───── The input ─────

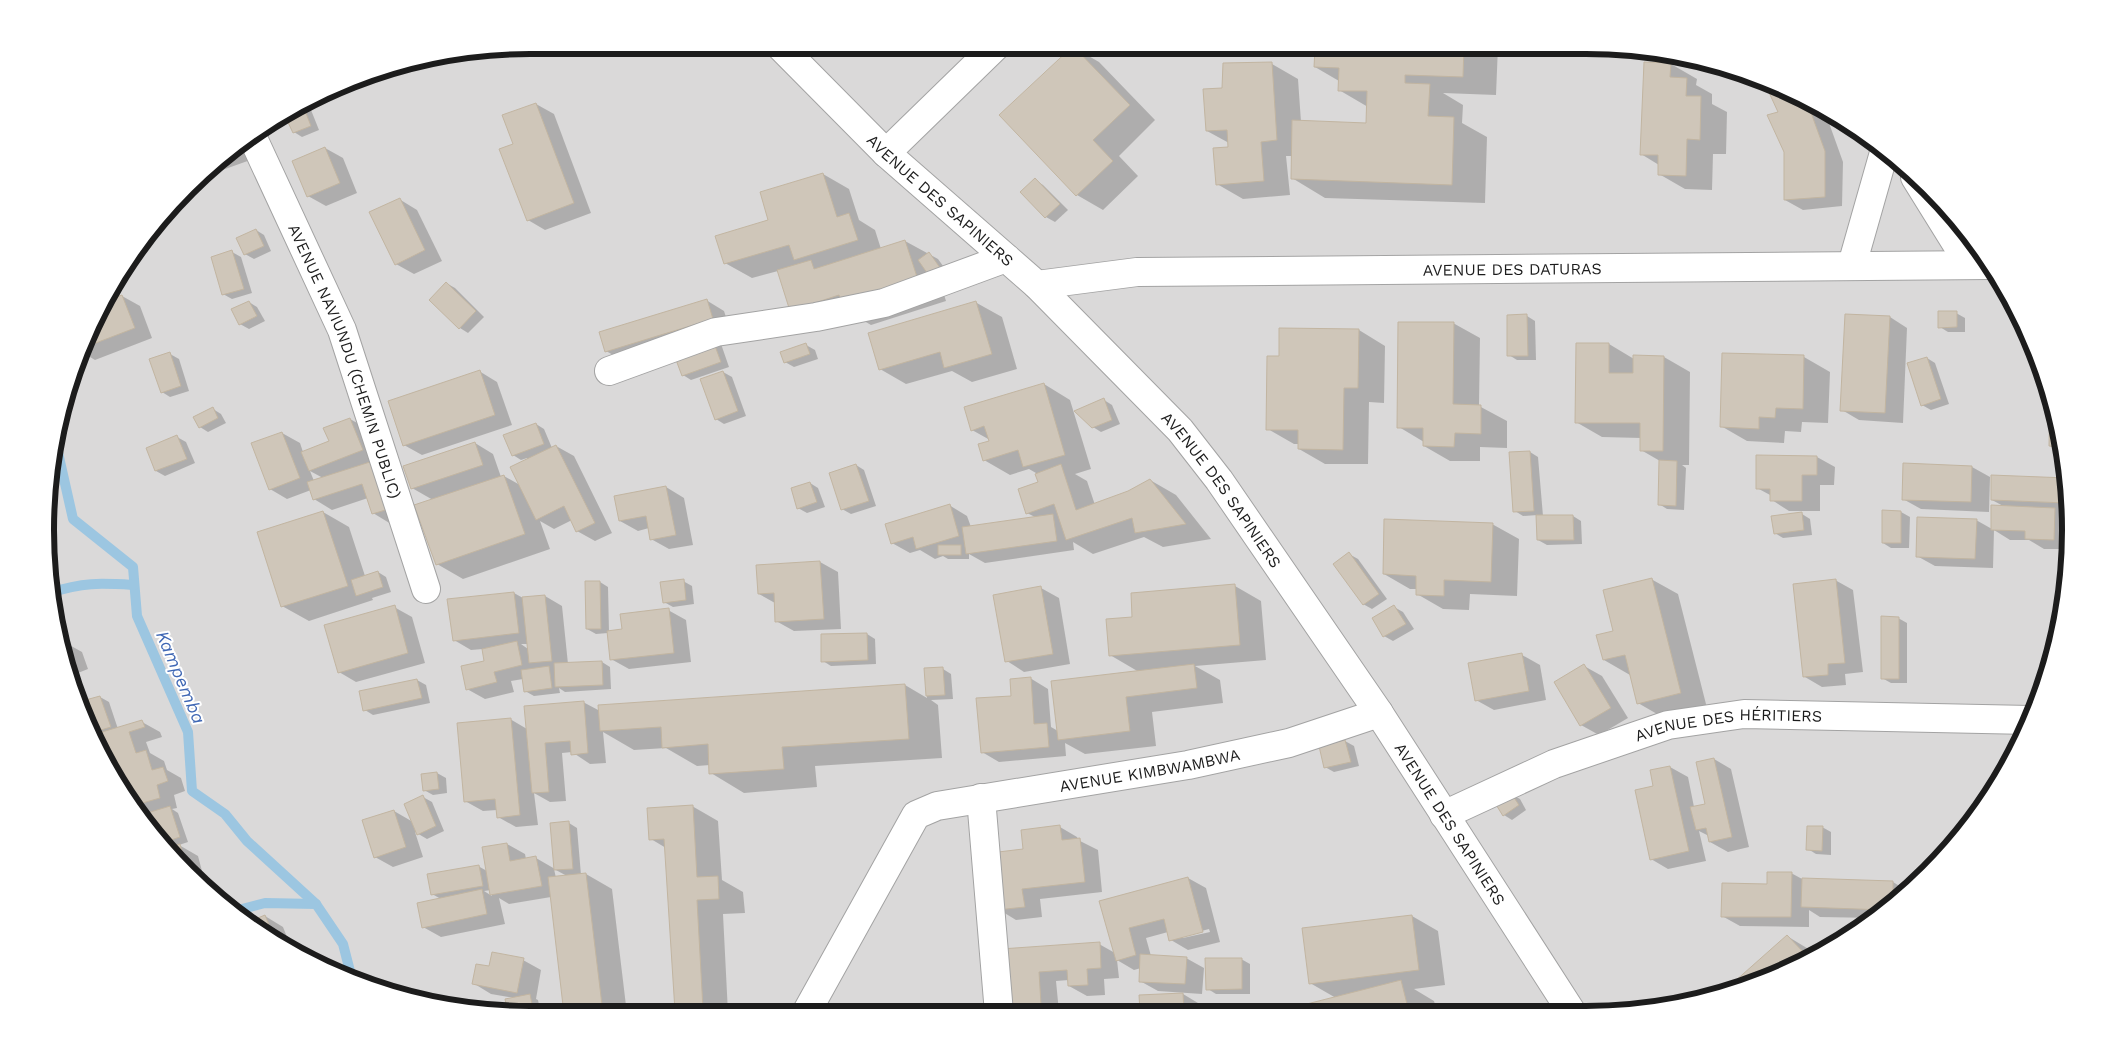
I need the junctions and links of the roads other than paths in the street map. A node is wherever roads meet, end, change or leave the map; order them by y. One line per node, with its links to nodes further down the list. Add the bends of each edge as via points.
1 (788, 54): 4 (street, AVENUE DES SAPINIERS)
2 (989, 54): 4 (street)
3 (255, 142): 12 (street, AVENUE NAVIUNDU (CHEMIN PUBLIC), via 342,330)
4 (886, 153): 7 (street, AVENUE DES SAPINIERS)
5 (1882, 157): 8 (street)
6 (1941, 213): 9 (street)
7 (1006, 258): 10 (street, AVENUE DES SAPINIERS); 11 (street, via 884,303 716,332)
8 (1852, 265): 9 (street, AVENUE DES DATURAS); 10 (street, AVENUE DES DATURAS, via 1137,272)
9 (1979, 265)
10 (1037, 286): 13 (street, AVENUE DES SAPINIERS, via 1180,430 1219,480)
11 (608, 371)
12 (426, 589)
13 (1380, 713): 15 (street, AVENUE KIMBWAMBWA, via 1290,743 1188,765); 16 (street, AVENUE DES SAPINIERS)
14 (2022, 720): 16 (street, AVENUE DES HÉRITIERS, via 1744,714 1668,725 1554,764)
15 (982, 798): 17 (street, AVENUE KIMBWAMBWA, via 937,806 916,815); 18 (street)
16 (1444, 815): 19 (street, AVENUE DES SAPINIERS)
17 (810, 1006)
18 (998, 1006)
19 (1568, 1006)

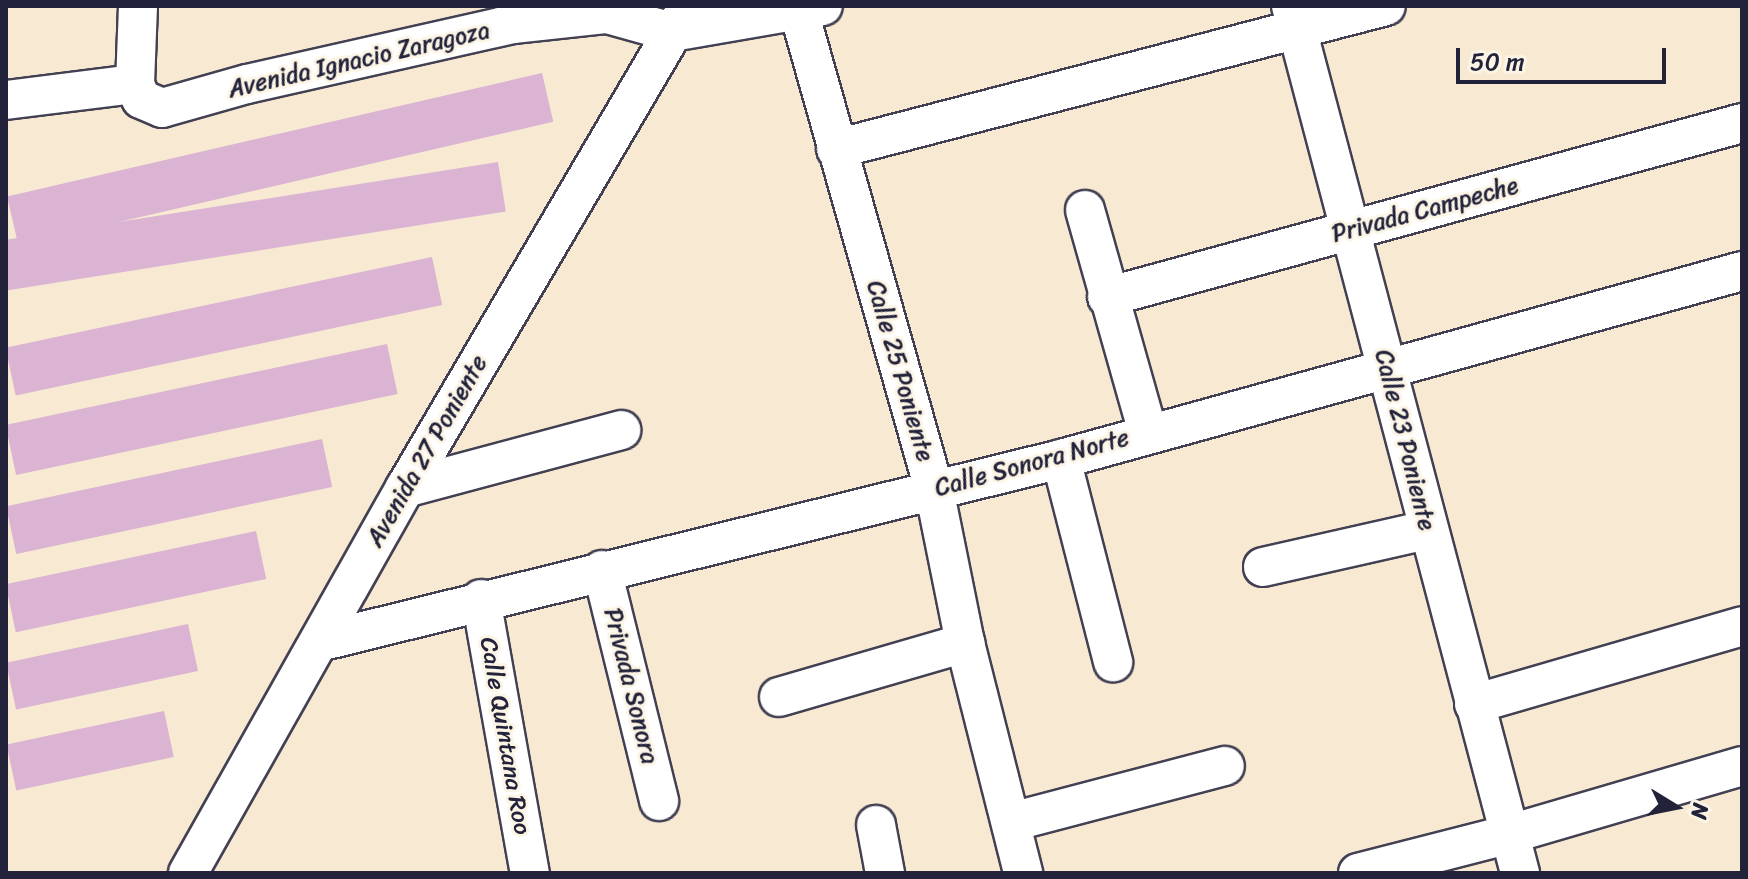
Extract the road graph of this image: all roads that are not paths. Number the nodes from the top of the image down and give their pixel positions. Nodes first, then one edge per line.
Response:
1 (138, 6) edge
2 (1386, 6) edge
3 (811, 9) edge
4 (1294, 18) edge
5 (680, 19) edge
6 (135, 84) junction
7 (6, 100) edge
8 (1742, 123) edge
9 (836, 149) junction
10 (1085, 210) dead end
11 (1352, 230) junction
12 (1742, 271) edge
13 (1107, 297) junction
14 (1387, 367) junction
15 (621, 430) dead end
16 (1148, 432) junction
17 (1061, 459) junction
18 (405, 488) junction
19 (934, 489) junction
20 (1427, 530) junction
21 (1263, 567) dead end
22 (602, 570) junction
23 (481, 599) junction
24 (1742, 626) edge
25 (319, 642) junction
26 (965, 643) junction
27 (1113, 662) dead end
28 (779, 697) dead end
29 (1474, 704) junction
30 (1225, 766) dead end
31 (1742, 766) edge
32 (659, 801) dead end
33 (1011, 822) junction
34 (876, 825) dead end
35 (1510, 834) junction
36 (188, 873) edge
37 (530, 873) edge
38 (885, 873) edge
39 (1023, 873) edge
40 (1358, 873) edge
41 (1520, 873) edge

1 - 6 street
2 - 4 street
3 - 5 street
3 - 9 street, Calle 25 Poniente
4 - 9 street
4 - 11 street, Calle 23 Poniente
5 - 6 street, Avenida Ignacio Zaragoza
5 - 18 street, Avenida 27 Poniente
6 - 7 street
8 - 11 street, Privada Campeche
9 - 19 street, Calle 25 Poniente
10 - 13 street
11 - 13 street, Privada Campeche
11 - 14 street, Calle 23 Poniente
12 - 14 street, Calle Sonora Norte
13 - 16 street
14 - 16 street, Calle Sonora Norte
14 - 20 street, Calle 23 Poniente
15 - 18 street
16 - 17 street, Calle Sonora Norte
17 - 19 street, Calle Sonora Norte
17 - 27 street
18 - 25 street, Avenida 27 Poniente
19 - 22 street, Calle Sonora Norte
19 - 26 street, Calle 25 Poniente
20 - 21 street
20 - 29 street, Calle 23 Poniente
22 - 23 street, Calle Sonora Norte
22 - 32 street, Privada Sonora
23 - 25 street, Calle Sonora Norte
23 - 37 street, Calle Quintana Roo
24 - 29 street
25 - 36 street, Avenida 27 Poniente
26 - 28 street
26 - 33 street, Calle 25 Poniente
29 - 35 street, Calle 23 Poniente
30 - 33 street
31 - 35 street
33 - 39 street, Calle 25 Poniente
34 - 38 street
35 - 40 street
35 - 41 street, Calle 23 Poniente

─────

Brief:
Images are to be skipped, and each line above is to be returned exactly.

Problem solution:
I need the junctions and links of the roads other than paths in the street map. A node is wherever roads meet, end, change or leave the map; order them by y. One line per node, with its links to nodes further down the list. Add the bends of each edge as via points.
1 (788, 54): 4 (street, AVENUE DES SAPINIERS)
2 (989, 54): 4 (street)
3 (255, 142): 12 (street, AVENUE NAVIUNDU (CHEMIN PUBLIC), via 342,330)
4 (886, 153): 7 (street, AVENUE DES SAPINIERS)
5 (1882, 157): 8 (street)
6 (1941, 213): 9 (street)
7 (1006, 258): 10 (street, AVENUE DES SAPINIERS); 11 (street, via 884,303 716,332)
8 (1852, 265): 9 (street, AVENUE DES DATURAS); 10 (street, AVENUE DES DATURAS, via 1137,272)
9 (1979, 265)
10 (1037, 286): 13 (street, AVENUE DES SAPINIERS, via 1180,430 1219,480)
11 (608, 371)
12 (426, 589)
13 (1380, 713): 15 (street, AVENUE KIMBWAMBWA, via 1290,743 1188,765); 16 (street, AVENUE DES SAPINIERS)
14 (2022, 720): 16 (street, AVENUE DES HÉRITIERS, via 1744,714 1668,725 1554,764)
15 (982, 798): 17 (street, AVENUE KIMBWAMBWA, via 937,806 916,815); 18 (street)
16 (1444, 815): 19 (street, AVENUE DES SAPINIERS)
17 (810, 1006)
18 (998, 1006)
19 (1568, 1006)

Extract the road graph of this image: all roads that are not paths. Number the nodes from the top of the image down and give their pixel positions. Nodes first, then one edge per line.
Response:
1 (138, 6) edge
2 (1386, 6) edge
3 (811, 9) edge
4 (1294, 18) edge
5 (680, 19) edge
6 (135, 84) junction
7 (6, 100) edge
8 (1742, 123) edge
9 (836, 149) junction
10 (1085, 210) dead end
11 (1352, 230) junction
12 (1742, 271) edge
13 (1107, 297) junction
14 (1387, 367) junction
15 (621, 430) dead end
16 (1148, 432) junction
17 (1061, 459) junction
18 (405, 488) junction
19 (934, 489) junction
20 (1427, 530) junction
21 (1263, 567) dead end
22 (602, 570) junction
23 (481, 599) junction
24 (1742, 626) edge
25 (319, 642) junction
26 (965, 643) junction
27 (1113, 662) dead end
28 (779, 697) dead end
29 (1474, 704) junction
30 (1225, 766) dead end
31 (1742, 766) edge
32 (659, 801) dead end
33 (1011, 822) junction
34 (876, 825) dead end
35 (1510, 834) junction
36 (188, 873) edge
37 (530, 873) edge
38 (885, 873) edge
39 (1023, 873) edge
40 (1358, 873) edge
41 (1520, 873) edge

1 - 6 street
2 - 4 street
3 - 5 street
3 - 9 street, Calle 25 Poniente
4 - 9 street
4 - 11 street, Calle 23 Poniente
5 - 6 street, Avenida Ignacio Zaragoza
5 - 18 street, Avenida 27 Poniente
6 - 7 street
8 - 11 street, Privada Campeche
9 - 19 street, Calle 25 Poniente
10 - 13 street
11 - 13 street, Privada Campeche
11 - 14 street, Calle 23 Poniente
12 - 14 street, Calle Sonora Norte
13 - 16 street
14 - 16 street, Calle Sonora Norte
14 - 20 street, Calle 23 Poniente
15 - 18 street
16 - 17 street, Calle Sonora Norte
17 - 19 street, Calle Sonora Norte
17 - 27 street
18 - 25 street, Avenida 27 Poniente
19 - 22 street, Calle Sonora Norte
19 - 26 street, Calle 25 Poniente
20 - 21 street
20 - 29 street, Calle 23 Poniente
22 - 23 street, Calle Sonora Norte
22 - 32 street, Privada Sonora
23 - 25 street, Calle Sonora Norte
23 - 37 street, Calle Quintana Roo
24 - 29 street
25 - 36 street, Avenida 27 Poniente
26 - 28 street
26 - 33 street, Calle 25 Poniente
29 - 35 street, Calle 23 Poniente
30 - 33 street
31 - 35 street
33 - 39 street, Calle 25 Poniente
34 - 38 street
35 - 40 street
35 - 41 street, Calle 23 Poniente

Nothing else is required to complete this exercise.